PROBLEM TO WORK ON
Find every line in the records below that holds the word "Holly", and copy each one.

GIVEN RECORDS
┌──

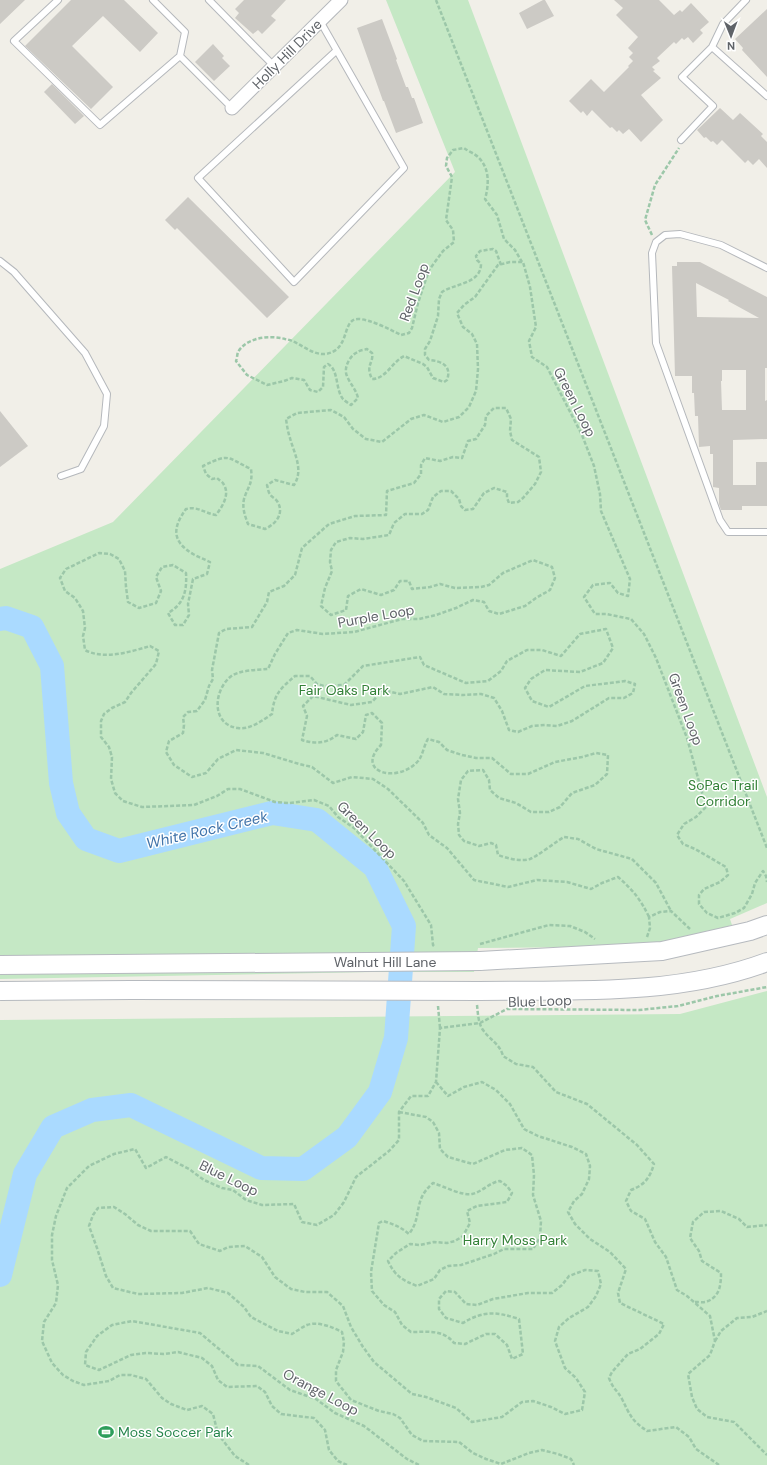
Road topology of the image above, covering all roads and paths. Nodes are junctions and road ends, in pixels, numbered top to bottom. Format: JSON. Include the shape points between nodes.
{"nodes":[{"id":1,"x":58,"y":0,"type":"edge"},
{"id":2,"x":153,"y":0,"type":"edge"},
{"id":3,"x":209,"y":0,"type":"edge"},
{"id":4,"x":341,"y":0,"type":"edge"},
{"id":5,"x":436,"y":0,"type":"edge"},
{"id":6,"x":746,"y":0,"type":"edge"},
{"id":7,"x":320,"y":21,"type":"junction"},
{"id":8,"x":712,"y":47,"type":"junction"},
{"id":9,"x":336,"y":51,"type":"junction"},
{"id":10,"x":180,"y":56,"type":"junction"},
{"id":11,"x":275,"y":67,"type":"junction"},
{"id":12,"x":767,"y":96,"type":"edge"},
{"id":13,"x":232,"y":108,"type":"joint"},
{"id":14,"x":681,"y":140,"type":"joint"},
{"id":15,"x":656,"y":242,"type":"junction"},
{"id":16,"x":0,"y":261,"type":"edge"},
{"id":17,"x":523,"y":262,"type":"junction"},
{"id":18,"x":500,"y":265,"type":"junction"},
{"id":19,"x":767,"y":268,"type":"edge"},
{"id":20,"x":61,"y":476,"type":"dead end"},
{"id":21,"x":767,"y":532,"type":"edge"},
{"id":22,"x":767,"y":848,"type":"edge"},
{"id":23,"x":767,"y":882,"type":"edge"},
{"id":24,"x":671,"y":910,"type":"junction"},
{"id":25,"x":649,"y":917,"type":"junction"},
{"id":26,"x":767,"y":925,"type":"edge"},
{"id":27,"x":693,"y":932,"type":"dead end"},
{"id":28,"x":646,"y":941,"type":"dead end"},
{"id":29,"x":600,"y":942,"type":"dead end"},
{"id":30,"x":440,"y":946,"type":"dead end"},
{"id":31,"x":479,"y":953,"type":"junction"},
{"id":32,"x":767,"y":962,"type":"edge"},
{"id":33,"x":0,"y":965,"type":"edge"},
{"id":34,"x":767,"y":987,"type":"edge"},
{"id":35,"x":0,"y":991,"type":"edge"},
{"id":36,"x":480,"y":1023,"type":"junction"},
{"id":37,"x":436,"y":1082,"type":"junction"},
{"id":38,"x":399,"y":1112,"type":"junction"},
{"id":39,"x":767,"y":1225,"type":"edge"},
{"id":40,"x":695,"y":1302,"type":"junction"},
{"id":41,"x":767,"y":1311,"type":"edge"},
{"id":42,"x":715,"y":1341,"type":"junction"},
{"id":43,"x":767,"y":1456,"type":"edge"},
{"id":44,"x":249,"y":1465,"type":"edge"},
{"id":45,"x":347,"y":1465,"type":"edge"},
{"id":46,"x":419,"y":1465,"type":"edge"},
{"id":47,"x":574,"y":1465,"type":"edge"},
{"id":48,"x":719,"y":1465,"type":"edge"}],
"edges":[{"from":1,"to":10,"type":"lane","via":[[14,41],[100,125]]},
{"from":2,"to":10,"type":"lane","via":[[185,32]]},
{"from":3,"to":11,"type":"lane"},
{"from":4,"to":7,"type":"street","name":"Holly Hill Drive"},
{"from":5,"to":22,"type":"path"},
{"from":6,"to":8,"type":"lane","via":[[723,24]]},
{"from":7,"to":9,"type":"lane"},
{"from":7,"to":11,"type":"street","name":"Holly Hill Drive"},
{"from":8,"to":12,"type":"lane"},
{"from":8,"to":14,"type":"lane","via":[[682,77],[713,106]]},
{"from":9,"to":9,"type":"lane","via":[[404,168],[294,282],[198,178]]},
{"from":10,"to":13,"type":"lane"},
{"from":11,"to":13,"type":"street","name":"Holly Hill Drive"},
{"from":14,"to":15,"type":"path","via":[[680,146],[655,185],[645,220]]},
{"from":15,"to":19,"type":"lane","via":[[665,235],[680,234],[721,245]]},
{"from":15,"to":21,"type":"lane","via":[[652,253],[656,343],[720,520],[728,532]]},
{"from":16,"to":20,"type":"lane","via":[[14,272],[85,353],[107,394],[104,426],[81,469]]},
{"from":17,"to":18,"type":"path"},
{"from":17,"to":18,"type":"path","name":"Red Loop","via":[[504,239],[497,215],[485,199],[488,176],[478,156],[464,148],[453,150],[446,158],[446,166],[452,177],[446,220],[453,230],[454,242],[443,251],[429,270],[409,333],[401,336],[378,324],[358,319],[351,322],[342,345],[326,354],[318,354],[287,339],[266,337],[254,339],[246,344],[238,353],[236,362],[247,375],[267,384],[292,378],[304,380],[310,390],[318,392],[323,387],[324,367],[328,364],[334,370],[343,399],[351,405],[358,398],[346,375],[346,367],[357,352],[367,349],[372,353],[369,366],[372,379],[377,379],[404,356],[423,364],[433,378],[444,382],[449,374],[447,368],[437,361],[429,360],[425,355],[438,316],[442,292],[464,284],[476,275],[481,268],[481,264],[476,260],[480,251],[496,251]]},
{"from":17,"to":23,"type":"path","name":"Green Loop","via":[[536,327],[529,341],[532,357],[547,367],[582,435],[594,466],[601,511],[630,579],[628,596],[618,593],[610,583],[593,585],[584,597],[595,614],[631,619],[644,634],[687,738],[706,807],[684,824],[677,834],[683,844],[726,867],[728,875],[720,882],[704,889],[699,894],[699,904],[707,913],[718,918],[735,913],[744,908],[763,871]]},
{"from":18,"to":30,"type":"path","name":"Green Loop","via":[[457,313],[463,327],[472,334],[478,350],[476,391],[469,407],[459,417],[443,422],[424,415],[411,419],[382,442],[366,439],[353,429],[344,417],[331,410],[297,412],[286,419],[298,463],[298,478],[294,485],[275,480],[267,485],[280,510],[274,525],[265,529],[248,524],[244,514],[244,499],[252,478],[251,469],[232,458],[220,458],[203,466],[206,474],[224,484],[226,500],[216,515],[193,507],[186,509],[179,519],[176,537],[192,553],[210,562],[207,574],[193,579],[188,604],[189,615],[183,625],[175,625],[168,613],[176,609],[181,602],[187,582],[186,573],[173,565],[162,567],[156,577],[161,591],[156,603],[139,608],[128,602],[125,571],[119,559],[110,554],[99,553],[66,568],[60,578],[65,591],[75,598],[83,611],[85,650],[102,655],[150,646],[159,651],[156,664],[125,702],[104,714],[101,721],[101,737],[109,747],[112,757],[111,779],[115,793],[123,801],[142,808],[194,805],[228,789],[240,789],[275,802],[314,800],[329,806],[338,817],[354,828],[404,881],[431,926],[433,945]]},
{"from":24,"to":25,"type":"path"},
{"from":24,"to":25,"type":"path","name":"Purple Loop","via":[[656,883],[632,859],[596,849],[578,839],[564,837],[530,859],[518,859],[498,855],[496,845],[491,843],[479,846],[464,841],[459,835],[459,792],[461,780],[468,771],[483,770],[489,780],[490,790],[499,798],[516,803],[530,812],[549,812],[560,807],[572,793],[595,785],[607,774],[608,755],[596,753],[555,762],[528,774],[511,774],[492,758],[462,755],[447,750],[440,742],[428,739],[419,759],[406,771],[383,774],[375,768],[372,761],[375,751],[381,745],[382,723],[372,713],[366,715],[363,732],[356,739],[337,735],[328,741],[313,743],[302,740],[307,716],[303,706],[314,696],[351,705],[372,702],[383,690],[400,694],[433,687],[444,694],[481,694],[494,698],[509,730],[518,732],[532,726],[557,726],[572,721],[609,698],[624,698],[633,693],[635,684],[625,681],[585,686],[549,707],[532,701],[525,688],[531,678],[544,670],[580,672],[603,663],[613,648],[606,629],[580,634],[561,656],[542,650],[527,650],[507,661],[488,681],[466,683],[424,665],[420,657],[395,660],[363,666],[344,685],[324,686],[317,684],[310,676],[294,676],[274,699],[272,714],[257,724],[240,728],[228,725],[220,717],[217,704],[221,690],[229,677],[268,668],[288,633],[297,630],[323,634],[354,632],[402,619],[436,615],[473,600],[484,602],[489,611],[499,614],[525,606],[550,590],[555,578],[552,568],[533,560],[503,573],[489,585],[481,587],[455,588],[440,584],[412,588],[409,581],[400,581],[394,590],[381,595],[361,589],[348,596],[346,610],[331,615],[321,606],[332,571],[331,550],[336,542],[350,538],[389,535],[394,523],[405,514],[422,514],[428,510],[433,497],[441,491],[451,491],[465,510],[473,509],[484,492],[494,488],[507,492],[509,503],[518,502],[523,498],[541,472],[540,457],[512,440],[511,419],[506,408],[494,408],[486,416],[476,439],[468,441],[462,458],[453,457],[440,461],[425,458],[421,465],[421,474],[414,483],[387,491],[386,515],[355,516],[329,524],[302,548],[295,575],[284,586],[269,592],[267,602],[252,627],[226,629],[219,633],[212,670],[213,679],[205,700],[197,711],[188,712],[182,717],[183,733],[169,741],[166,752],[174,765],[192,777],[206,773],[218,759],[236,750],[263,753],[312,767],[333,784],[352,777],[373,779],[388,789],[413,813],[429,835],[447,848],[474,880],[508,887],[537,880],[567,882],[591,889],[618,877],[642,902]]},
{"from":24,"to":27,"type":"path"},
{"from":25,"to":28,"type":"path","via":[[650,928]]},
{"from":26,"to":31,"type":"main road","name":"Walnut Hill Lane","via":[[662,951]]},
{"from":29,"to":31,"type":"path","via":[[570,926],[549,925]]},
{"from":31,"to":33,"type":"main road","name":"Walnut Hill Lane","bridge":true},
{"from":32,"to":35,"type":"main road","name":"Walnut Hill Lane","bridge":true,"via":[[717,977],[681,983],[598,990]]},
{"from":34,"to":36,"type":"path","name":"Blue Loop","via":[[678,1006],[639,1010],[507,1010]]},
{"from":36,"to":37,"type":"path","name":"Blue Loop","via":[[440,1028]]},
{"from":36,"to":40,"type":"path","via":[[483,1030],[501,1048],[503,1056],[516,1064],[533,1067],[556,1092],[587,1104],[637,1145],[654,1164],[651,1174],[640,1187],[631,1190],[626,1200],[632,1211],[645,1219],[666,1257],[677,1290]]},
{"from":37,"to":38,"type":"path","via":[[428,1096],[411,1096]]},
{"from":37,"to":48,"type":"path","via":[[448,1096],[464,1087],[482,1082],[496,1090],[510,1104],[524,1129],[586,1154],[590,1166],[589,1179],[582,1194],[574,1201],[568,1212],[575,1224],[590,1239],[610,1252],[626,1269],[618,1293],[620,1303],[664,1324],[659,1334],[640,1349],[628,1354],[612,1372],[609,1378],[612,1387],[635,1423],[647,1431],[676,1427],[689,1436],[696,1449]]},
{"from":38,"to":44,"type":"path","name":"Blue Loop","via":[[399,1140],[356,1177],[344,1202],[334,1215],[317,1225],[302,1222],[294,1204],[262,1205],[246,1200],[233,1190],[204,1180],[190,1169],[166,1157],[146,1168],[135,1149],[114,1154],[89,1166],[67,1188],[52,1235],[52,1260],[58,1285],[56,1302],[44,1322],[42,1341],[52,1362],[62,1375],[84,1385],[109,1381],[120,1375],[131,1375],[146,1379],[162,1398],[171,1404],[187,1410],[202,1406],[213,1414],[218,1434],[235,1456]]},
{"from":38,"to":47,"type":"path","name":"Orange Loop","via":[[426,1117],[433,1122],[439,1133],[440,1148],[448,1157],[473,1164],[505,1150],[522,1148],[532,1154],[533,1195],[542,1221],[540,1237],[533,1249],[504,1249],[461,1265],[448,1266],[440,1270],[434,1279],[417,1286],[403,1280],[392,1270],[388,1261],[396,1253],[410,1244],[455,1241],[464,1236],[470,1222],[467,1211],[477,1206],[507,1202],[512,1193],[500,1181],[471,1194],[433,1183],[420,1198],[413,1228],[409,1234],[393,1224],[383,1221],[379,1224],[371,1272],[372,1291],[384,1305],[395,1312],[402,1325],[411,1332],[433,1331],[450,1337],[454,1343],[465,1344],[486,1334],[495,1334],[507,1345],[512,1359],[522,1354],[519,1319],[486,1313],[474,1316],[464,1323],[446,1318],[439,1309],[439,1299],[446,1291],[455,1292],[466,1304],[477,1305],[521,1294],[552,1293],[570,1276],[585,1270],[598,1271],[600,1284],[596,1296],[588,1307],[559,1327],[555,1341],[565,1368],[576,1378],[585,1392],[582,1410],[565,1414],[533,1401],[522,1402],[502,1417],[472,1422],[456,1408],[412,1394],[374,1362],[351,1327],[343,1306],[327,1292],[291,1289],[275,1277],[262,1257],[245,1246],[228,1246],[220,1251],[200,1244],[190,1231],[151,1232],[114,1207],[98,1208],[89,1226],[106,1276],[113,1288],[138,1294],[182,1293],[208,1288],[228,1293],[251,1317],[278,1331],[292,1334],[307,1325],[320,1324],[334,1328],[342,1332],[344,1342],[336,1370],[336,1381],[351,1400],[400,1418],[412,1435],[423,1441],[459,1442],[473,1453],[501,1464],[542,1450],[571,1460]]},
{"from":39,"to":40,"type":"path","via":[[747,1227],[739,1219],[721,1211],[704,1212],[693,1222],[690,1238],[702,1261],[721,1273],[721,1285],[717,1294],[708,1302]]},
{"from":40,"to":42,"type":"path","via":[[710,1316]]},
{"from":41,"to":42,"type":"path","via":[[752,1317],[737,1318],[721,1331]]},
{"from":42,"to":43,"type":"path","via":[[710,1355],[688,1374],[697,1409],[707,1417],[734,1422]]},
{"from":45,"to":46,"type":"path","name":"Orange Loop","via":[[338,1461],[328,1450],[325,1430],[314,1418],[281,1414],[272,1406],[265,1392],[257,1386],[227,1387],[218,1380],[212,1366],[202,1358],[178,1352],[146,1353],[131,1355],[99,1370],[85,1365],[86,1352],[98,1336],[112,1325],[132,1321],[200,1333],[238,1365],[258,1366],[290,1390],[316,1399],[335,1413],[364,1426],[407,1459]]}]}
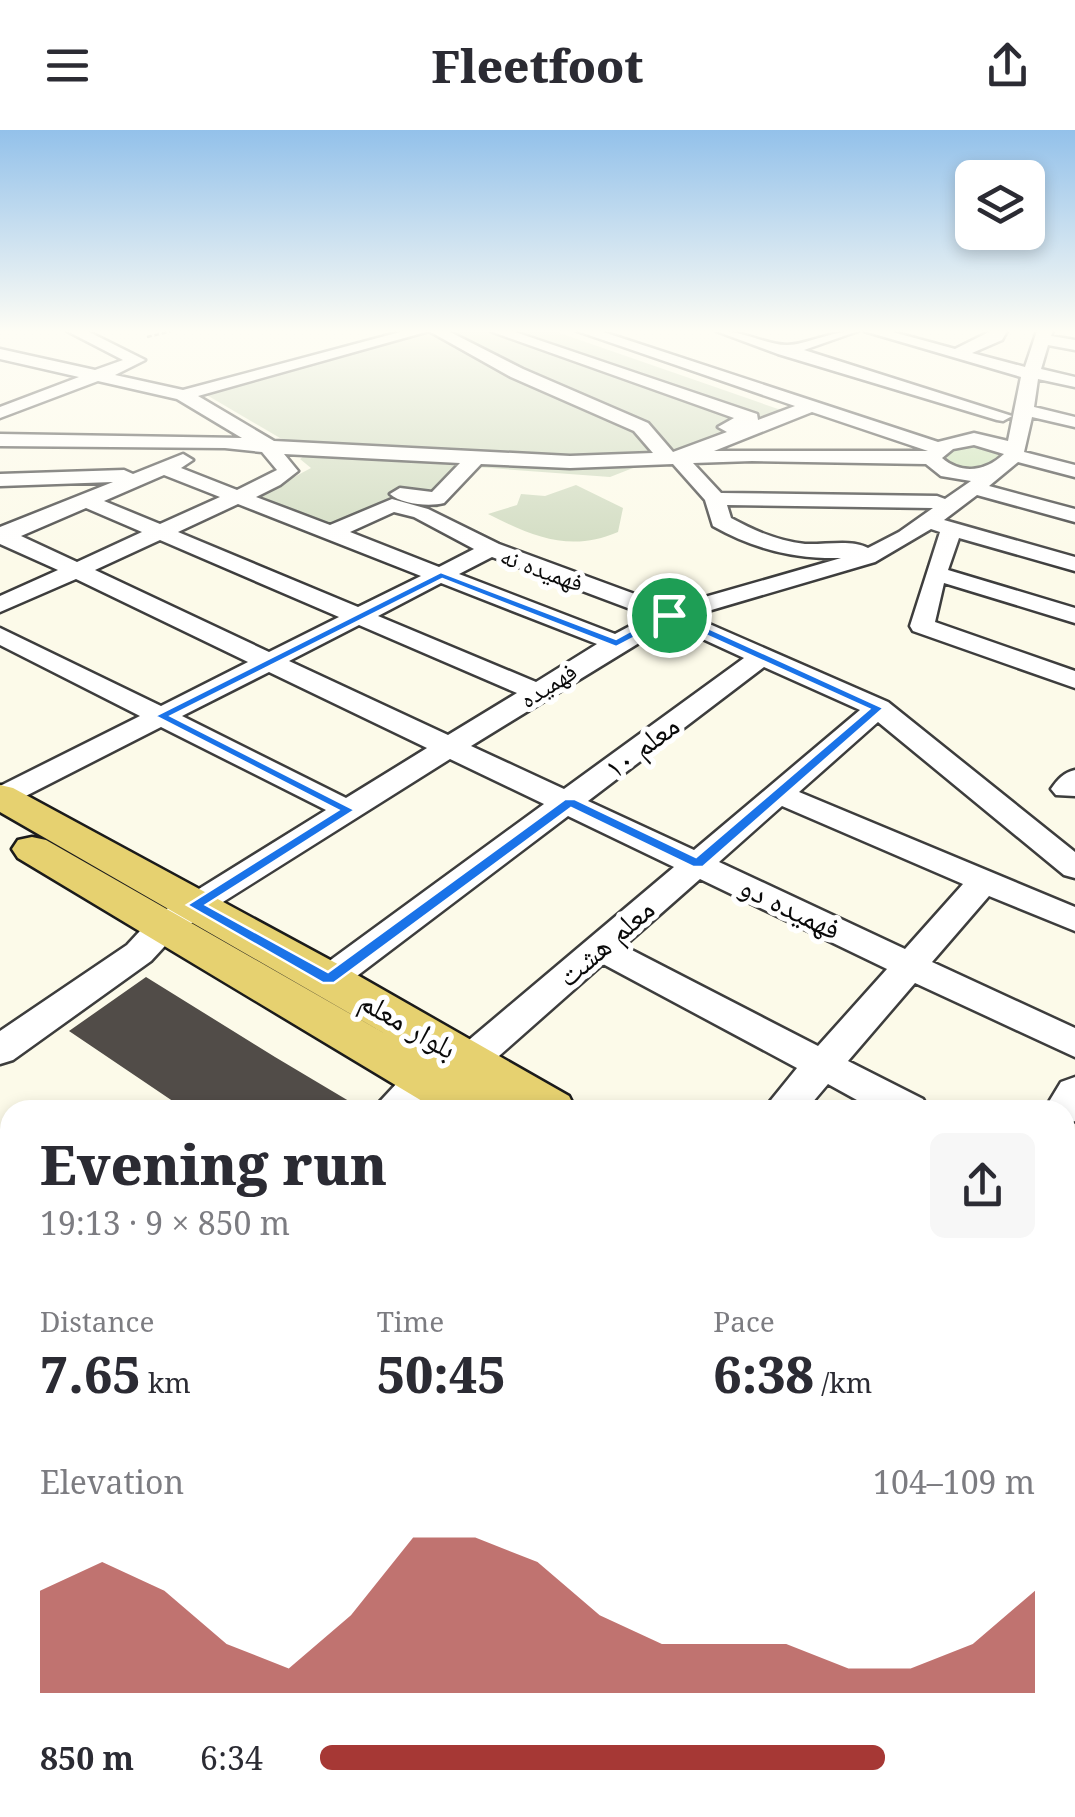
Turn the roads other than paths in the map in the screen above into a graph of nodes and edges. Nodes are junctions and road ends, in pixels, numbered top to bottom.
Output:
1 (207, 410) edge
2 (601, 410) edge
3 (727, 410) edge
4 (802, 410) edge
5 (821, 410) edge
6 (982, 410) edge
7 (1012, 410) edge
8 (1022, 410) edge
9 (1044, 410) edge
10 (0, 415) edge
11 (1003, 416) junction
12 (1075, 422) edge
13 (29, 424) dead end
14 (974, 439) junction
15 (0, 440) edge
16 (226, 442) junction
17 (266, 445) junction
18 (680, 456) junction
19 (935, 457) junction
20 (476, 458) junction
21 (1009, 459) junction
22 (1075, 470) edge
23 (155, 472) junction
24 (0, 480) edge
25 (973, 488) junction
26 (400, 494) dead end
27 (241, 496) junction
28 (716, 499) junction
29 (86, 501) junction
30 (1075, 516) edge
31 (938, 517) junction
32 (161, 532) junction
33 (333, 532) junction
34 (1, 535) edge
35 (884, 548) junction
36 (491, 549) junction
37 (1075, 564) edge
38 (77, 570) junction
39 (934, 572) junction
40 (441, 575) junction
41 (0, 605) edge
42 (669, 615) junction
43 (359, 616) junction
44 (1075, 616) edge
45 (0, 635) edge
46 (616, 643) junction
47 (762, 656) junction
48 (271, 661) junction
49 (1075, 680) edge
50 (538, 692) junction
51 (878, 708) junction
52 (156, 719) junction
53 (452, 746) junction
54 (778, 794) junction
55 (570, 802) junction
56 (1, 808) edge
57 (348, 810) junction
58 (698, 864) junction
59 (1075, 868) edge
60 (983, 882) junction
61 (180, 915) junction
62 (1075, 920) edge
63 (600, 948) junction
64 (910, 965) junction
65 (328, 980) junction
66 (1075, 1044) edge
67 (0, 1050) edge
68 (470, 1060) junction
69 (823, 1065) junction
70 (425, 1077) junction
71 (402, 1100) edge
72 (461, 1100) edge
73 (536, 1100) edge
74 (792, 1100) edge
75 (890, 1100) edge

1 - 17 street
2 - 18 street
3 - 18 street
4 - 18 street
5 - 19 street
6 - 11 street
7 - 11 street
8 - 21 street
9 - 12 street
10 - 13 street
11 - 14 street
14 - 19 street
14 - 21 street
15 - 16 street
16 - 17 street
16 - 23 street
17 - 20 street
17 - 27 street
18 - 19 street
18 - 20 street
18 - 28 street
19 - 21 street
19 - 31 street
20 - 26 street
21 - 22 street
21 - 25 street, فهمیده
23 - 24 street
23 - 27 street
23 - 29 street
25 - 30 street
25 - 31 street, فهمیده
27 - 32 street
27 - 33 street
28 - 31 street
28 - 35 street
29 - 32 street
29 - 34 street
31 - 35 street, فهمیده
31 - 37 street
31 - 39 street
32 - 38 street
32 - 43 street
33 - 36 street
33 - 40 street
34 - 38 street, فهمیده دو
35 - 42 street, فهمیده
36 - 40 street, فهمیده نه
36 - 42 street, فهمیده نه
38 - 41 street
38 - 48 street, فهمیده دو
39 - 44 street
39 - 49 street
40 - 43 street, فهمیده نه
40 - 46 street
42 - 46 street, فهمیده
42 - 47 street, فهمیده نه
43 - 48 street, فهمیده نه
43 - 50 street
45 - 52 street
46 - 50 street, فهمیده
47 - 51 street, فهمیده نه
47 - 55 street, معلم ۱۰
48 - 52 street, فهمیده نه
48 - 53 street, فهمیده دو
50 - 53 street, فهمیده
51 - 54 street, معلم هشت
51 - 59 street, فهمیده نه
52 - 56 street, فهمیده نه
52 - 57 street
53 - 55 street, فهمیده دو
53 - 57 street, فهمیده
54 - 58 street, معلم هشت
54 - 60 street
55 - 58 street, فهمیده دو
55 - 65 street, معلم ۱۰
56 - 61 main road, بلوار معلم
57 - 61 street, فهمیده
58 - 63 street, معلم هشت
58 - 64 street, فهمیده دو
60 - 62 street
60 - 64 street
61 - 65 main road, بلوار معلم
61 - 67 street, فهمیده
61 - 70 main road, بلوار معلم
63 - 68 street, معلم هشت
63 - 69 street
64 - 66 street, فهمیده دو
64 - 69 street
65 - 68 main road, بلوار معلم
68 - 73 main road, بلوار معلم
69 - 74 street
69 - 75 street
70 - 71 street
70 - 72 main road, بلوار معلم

└──

FINISHED TASK
{"from":4,"to":7,"type":"street","name":"Holly Hill Drive"},
{"from":7,"to":11,"type":"street","name":"Holly Hill Drive"},
{"from":11,"to":13,"type":"street","name":"Holly Hill Drive"},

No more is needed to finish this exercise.